=== Data extracts ===
[Start of section]

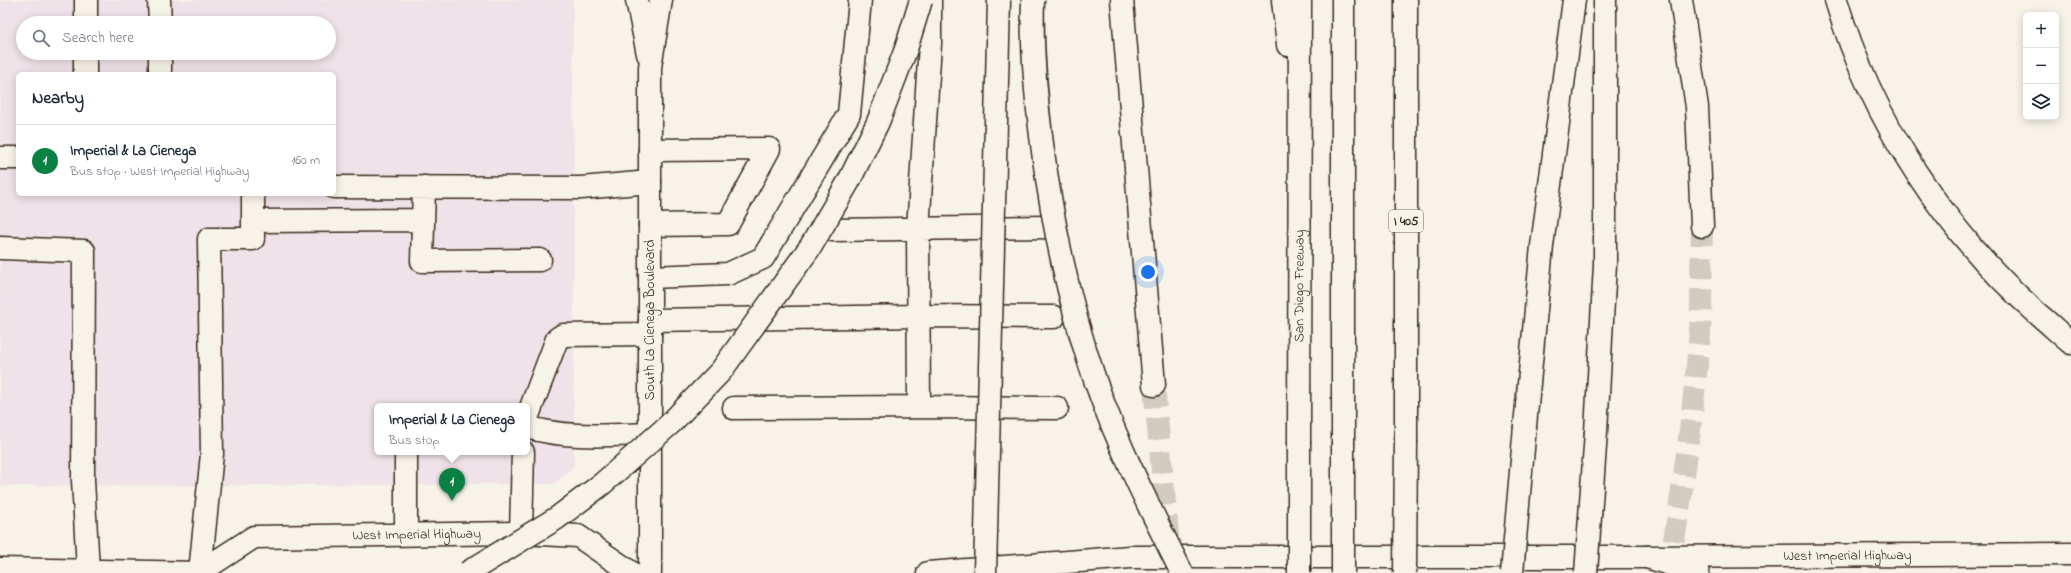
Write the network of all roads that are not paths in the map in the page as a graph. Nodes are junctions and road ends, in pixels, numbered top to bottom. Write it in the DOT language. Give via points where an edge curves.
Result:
graph roads {
  1 [pos="86,0"];
  2 [pos="160,0"];
  3 [pos="637,0"];
  4 [pos="661,0"];
  5 [pos="860,0"];
  6 [pos="921,0"];
  7 [pos="930,0"];
  8 [pos="999,0"];
  9 [pos="1033,0"];
  10 [pos="1122,0"];
  11 [pos="1283,0"];
  12 [pos="1300,0"];
  13 [pos="1342,0"];
  14 [pos="1406,0"];
  15 [pos="1574,0"];
  16 [pos="1605,0"];
  17 [pos="1681,0"];
  18 [pos="1836,0"];
  19 [pos="86,16"];
  20 [pos="160,16"];
  21 [pos="85,60"];
  22 [pos="160,60"];
  23 [pos="650,67"];
  24 [pos="85,72"];
  25 [pos="160,72"];
  26 [pos="650,150"];
  27 [pos="1300,152"];
  28 [pos="0,158"];
  29 [pos="16,158"];
  30 [pos="650,182"];
  31 [pos="336,187"];
  32 [pos="424,187"];
  33 [pos="253,196"];
  34 [pos="423,220"];
  35 [pos="254,222"];
  36 [pos="650,225"];
  37 [pos="1702,226"];
  38 [pos="1048,227"];
  39 [pos="918,229"];
  40 [pos="832,230"];
  41 [pos="0,248"];
  42 [pos="540,260"];
  43 [pos="650,277"];
  44 [pos="918,316"];
  45 [pos="1054,317"];
  46 [pos="650,327"];
  47 [pos="2071,343"];
  48 [pos="1154,385"];
  49 [pos="919,407"];
  50 [pos="734,408"];
  51 [pos="1057,408"];
  52 [pos="530,410"];
  53 [pos="530,428"];
  54 [pos="650,434"];
  55 [pos="406,455"];
  56 [pos="523,455"];
  57 [pos="521,533"];
  58 [pos="406,534"];
  59 [pos="2071,554"];
  60 [pos="1647,557"];
  61 [pos="0,569"];
  62 [pos="88,570"];
  63 [pos="201,573"];
  64 [pos="467,573"];
  65 [pos="632,573"];
  66 [pos="650,573"];
  67 [pos="928,573"];
  68 [pos="985,573"];
  69 [pos="1182,573"];
  70 [pos="1299,573"];
  71 [pos="1343,573"];
  72 [pos="1405,573"];
  73 [pos="1512,573"];
  74 [pos="1586,573"];
  75 [pos="1698,573"];
  1 -- 19 [label="main road"];
  2 -- 20 [label="main road"];
  3 -- 23 [label="main road, South La Cienega Boulevard"];
  4 -- 23 [label="main road, South La Cienega Boulevard"];
  5 -- 43 [label="main road" via="849,114 763,258 728,274"];
  6 -- 64 [label="main road, bridge" via="906,49 878,122 849,181 811,246 721,371 670,424 602,484 557,518"];
  7 -- 39 [label="main road" via="930,44"];
  8 -- 68 [label="main road, bridge"];
  9 -- 69 [label="main road, bridge" via="1035,85 1041,138 1050,201 1075,312 1096,383 1144,498"];
  10 -- 48 [label="main road"];
  11 -- 27 [label="main road"];
  12 -- 27 [label="main road, San Diego Freeway"];
  13 -- 71 [label="main road, bridge"];
  14 -- 72 [label="main road, I 405, bridge"];
  15 -- 73 [label="main road, bridge" via="1542,246"];
  16 -- 74 [label="main road, bridge" via="1605,264"];
  17 -- 37 [label="main road" via="1697,107"];
  18 -- 47 [label="main road" via="1857,58 1877,102 1925,186 1958,231 1987,264"];
  21 -- 24 [label="main road"];
  22 -- 25 [label="main road"];
  23 -- 26 [label="main road, South La Cienega Boulevard"];
  26 -- 30 [label="main road, South La Cienega Boulevard"];
  26 -- 36 [label="main road" via="769,149 728,224"];
  27 -- 70 [label="main road, San Diego Freeway, bridge"];
  28 -- 29 [label="main road"];
  30 -- 32 [label="main road" via="581,188"];
  30 -- 36 [label="main road, South La Cienega Boulevard"];
  31 -- 32 [label="main road"];
  32 -- 34 [label="main road"];
  33 -- 35 [label="main road"];
  34 -- 35 [label="main road"];
  34 -- 42 [label="main road" via="422,261"];
  35 -- 63 [label="main road" via="253,238 209,238 212,454"];
  36 -- 43 [label="main road, South La Cienega Boulevard"];
  38 -- 39 [label="main road"];
  39 -- 40 [label="main road"];
  39 -- 44 [label="main road"];
  41 -- 62 [label="main road" via="84,251 83,480"];
  43 -- 46 [label="main road, South La Cienega Boulevard"];
  44 -- 45 [label="main road"];
  44 -- 46 [label="main road"];
  44 -- 49 [label="main road"];
  46 -- 52 [label="main road" via="563,335 557,339"];
  46 -- 54 [label="main road, South La Cienega Boulevard"];
  49 -- 50 [label="main road"];
  49 -- 51 [label="main road"];
  53 -- 54 [label="main road" via="572,436"];
  54 -- 66 [label="main road, South La Cienega Boulevard"];
  55 -- 58 [label="main road"];
  56 -- 57 [label="main road"];
  57 -- 58 [label="main road, West Imperial Highway"];
  57 -- 65 [label="main road, West Imperial Highway" via="578,536"];
  58 -- 63 [label="main road, West Imperial Highway" via="254,538"];
  59 -- 60 [label="main road, West Imperial Highway"];
  60 -- 67 [label="main road, West Imperial Highway" via="1130,557"];
  60 -- 75 [label="main road"];
  61 -- 62 [label="main road"];
  62 -- 63 [label="main road"];
}
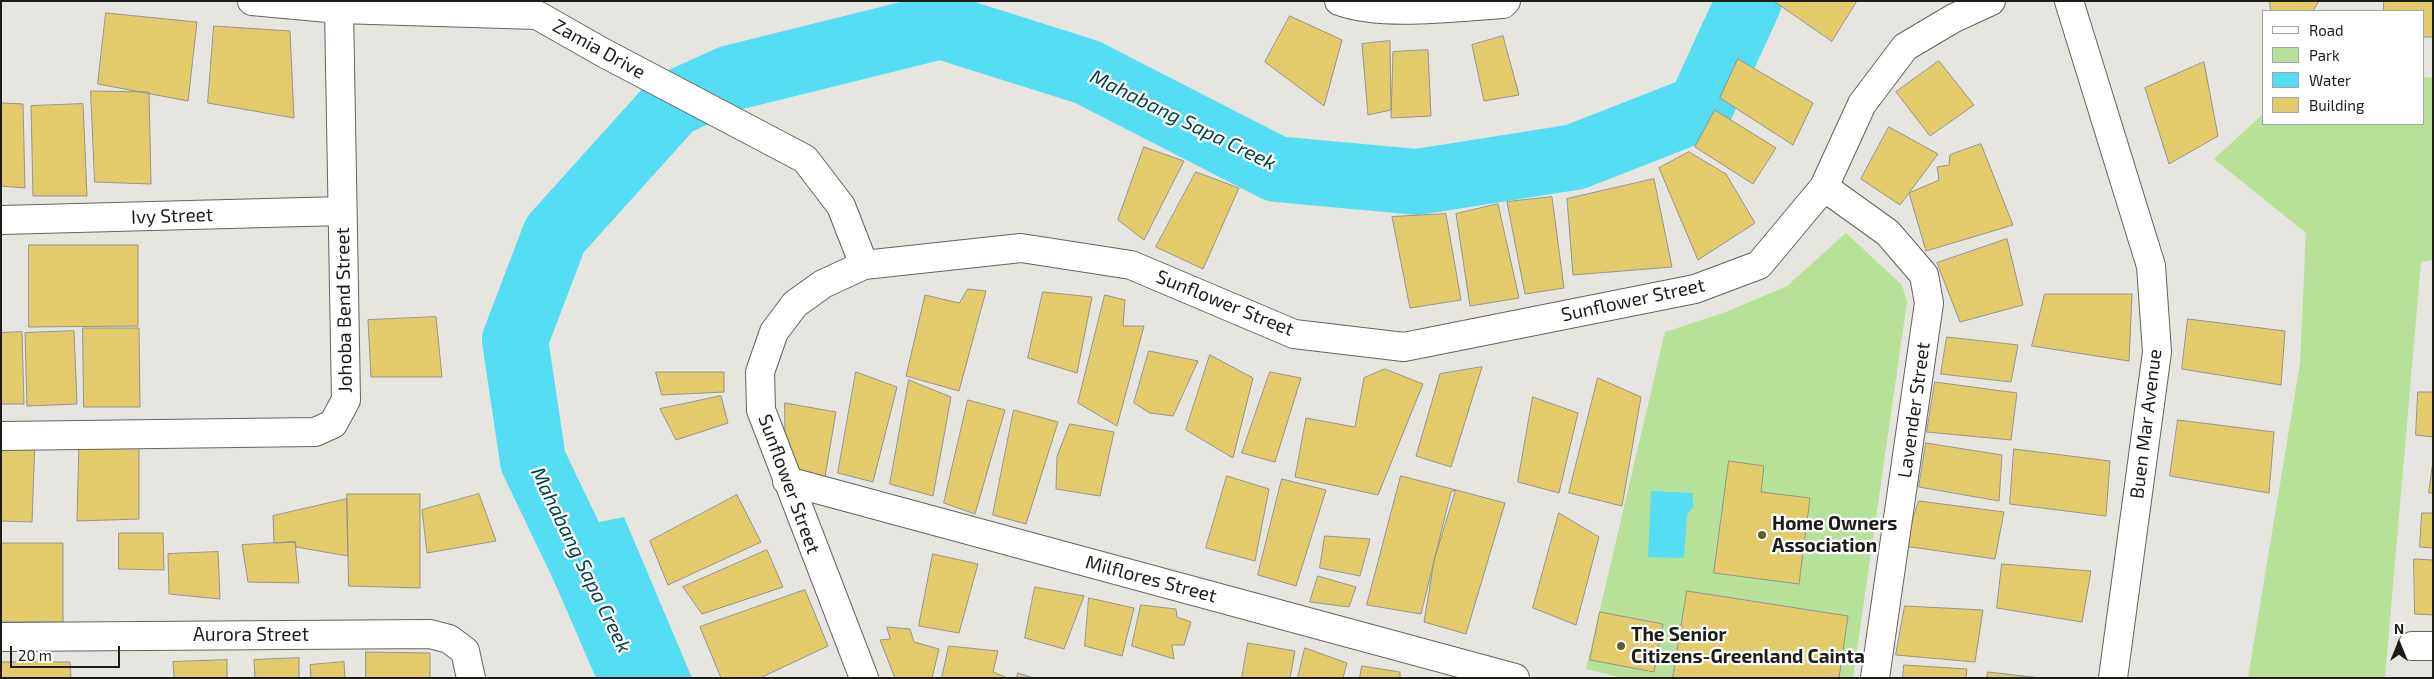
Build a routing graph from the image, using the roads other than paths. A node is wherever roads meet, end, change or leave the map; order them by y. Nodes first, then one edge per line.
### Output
1 (252, 1) edge
2 (1338, 1) edge
3 (1506, 1) edge
4 (1991, 1) edge
5 (2069, 1) edge
6 (1426, 5) edge
7 (339, 9) junction
8 (1824, 186) junction
9 (342, 211) junction
10 (1, 220) edge
11 (864, 265) junction
12 (1, 436) edge
13 (787, 481) junction
14 (1, 637) edge
15 (471, 678) edge
16 (864, 678) edge
17 (1515, 678) edge
18 (1875, 678) edge
19 (2113, 678) edge

1 - 7 street, Zamia Drive
2 - 6 street
3 - 6 street
4 - 8 street, Sunflower Street
5 - 19 street, Buen Mar Avenue
7 - 9 street, Johoba Bend Street
7 - 11 street, Zamia Drive
8 - 11 street, Sunflower Street
8 - 18 street, Lavender Street
9 - 10 street, Ivy Street
9 - 12 street, Johoba Bend Street
11 - 13 street, Sunflower Street
13 - 16 street, Sunflower Street
13 - 17 street, Milflores Street
14 - 15 street, Aurora Street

[End of section]

=== Task details ===
Out of the records above, pull the lines that include the word "Freeway".

=== Answer below ===
  12 -- 27 [label="main road, San Diego Freeway"];
  27 -- 70 [label="main road, San Diego Freeway, bridge"];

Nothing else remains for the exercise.